The registered student took the entrance exam, passed, and went to the orientation session on campus, Japan Today reported. He presented his ID on both days to confirm his identity. But because of pandemic restrictions, classes kicked off online instead of in school. That’s reportedly when the other boy started assuming the student’s identity.

He showed up to the online classes and, when on-site classes resumed in late June, continued to pose as the registered student.

In late July, as the first semester was about to close, the school noticed that they had not received a required academic report from the registered student’s previous junior high school, which they should have received in April. Kaisei contacted the student’s junior high school and found out that it had already been sent to another high school, which the student had been attending.

The boy who was posing as a student continued to attend classes when they resumed in early September but the school eventually reported the series of events to the Tokyo Metropolitan Government on Sept. 28, The Sankei News reported.

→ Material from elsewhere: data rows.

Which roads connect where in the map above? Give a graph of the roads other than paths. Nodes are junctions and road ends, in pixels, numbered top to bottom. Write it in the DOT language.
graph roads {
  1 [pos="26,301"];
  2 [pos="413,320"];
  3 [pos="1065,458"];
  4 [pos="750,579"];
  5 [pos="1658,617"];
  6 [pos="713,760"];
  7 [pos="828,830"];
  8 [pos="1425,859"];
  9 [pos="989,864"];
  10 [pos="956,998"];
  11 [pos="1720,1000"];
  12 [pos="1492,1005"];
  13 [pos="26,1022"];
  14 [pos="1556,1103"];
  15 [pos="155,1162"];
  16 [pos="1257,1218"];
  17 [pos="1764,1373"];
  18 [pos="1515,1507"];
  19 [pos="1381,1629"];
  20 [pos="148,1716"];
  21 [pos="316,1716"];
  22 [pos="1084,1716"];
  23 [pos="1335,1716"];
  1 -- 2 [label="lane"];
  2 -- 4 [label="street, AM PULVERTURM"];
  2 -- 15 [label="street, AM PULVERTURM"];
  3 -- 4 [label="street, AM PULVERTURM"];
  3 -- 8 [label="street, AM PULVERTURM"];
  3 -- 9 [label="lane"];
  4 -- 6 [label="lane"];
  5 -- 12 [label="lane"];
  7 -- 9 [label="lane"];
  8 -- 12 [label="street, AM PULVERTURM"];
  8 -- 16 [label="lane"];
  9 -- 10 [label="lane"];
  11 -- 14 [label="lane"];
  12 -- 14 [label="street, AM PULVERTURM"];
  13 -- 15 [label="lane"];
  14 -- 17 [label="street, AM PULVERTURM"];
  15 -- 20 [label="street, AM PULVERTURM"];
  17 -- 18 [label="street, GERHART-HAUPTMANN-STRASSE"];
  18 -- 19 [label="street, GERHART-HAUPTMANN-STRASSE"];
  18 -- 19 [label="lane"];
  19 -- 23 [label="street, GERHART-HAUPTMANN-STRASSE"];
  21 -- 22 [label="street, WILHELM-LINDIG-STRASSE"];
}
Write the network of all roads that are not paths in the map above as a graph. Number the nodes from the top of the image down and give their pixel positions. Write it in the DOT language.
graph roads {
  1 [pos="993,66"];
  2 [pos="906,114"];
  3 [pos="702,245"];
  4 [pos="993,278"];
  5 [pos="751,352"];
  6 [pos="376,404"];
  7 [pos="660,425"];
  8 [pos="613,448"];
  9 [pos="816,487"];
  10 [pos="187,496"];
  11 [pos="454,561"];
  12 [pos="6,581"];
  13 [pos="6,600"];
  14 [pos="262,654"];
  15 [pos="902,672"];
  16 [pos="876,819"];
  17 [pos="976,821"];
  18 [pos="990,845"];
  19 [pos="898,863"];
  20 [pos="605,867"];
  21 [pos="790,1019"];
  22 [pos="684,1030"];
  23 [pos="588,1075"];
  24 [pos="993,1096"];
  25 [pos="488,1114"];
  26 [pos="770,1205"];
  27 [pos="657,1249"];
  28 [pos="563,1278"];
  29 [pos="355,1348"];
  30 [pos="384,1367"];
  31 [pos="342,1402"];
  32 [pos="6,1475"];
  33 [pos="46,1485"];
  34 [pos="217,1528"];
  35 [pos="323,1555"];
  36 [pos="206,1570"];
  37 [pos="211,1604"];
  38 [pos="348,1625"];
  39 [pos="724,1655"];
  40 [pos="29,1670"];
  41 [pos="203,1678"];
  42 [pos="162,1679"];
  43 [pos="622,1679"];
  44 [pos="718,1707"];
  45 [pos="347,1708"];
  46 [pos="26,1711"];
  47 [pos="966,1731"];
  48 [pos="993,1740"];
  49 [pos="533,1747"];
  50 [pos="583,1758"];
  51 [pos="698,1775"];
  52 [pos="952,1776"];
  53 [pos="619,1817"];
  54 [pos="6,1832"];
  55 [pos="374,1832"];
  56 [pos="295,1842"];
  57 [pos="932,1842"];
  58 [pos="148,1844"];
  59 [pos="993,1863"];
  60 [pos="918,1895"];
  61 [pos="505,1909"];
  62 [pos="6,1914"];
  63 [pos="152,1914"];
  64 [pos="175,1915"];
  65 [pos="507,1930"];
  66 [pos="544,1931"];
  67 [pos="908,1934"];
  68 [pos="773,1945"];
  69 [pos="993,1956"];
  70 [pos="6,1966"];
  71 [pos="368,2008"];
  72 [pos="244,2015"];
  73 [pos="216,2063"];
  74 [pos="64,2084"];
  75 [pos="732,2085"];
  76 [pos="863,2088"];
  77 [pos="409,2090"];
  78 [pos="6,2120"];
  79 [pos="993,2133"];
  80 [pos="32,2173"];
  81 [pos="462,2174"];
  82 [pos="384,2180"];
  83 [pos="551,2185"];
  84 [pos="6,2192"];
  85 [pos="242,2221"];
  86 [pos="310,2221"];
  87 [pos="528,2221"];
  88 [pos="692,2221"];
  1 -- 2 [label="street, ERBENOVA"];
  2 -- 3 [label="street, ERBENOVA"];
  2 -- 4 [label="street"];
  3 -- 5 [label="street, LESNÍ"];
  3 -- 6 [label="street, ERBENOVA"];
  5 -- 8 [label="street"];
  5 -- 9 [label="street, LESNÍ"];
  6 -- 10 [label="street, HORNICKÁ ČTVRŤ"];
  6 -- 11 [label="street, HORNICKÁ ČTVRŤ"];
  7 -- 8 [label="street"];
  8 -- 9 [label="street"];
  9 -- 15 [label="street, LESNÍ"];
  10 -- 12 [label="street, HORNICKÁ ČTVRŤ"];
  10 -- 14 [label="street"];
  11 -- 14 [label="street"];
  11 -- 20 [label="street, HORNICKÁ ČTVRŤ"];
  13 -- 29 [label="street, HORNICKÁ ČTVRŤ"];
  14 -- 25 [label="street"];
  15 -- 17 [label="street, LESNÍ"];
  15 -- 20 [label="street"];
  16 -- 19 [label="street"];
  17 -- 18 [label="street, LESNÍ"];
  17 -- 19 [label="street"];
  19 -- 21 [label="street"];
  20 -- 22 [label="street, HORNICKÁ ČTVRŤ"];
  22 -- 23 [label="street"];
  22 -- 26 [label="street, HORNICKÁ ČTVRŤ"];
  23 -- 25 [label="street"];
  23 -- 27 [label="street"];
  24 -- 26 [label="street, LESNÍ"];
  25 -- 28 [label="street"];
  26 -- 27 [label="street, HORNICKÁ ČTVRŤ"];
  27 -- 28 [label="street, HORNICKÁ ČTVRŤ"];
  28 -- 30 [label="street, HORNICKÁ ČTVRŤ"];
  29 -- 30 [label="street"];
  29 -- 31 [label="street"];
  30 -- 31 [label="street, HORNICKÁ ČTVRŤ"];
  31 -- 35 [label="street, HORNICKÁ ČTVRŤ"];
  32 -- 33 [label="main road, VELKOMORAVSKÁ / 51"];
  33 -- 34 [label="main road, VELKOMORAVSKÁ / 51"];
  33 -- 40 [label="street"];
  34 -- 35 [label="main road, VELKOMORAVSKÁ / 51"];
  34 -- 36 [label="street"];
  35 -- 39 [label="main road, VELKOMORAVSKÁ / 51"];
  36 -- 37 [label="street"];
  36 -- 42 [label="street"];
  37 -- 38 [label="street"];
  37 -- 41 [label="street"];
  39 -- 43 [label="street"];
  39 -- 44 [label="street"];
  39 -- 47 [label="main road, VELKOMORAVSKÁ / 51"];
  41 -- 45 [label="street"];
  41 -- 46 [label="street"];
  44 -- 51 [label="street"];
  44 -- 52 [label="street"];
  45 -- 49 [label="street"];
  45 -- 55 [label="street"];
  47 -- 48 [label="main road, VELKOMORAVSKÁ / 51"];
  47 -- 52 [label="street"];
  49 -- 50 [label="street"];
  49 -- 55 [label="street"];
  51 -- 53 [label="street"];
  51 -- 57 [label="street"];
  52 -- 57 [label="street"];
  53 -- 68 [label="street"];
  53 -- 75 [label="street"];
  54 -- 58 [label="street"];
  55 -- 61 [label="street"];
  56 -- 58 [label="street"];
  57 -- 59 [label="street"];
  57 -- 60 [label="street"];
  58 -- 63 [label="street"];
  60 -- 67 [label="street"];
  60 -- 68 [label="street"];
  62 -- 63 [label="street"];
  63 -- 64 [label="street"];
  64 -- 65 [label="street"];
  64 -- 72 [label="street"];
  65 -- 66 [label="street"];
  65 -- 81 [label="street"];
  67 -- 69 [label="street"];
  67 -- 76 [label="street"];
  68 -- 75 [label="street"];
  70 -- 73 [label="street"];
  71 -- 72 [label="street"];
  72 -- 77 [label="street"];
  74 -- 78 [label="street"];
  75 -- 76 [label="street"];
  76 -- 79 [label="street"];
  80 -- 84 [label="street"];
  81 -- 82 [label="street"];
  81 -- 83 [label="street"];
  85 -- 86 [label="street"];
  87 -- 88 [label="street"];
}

Kaisei office manager Yoshiyuki Washizaki told The Mainichi that they had “no comment” about the relationship between the registered student and the boy who attended the school.

"We will be thorough in our management of cumulative guidance reports to prevent a recurrence,” he said. “If it hadn't been for the novel coronavirus, we would've been able to confirm this in April. This would not have occurred in any normal year.”

The school has since expelled the registered student and banned the other boy from entering school grounds.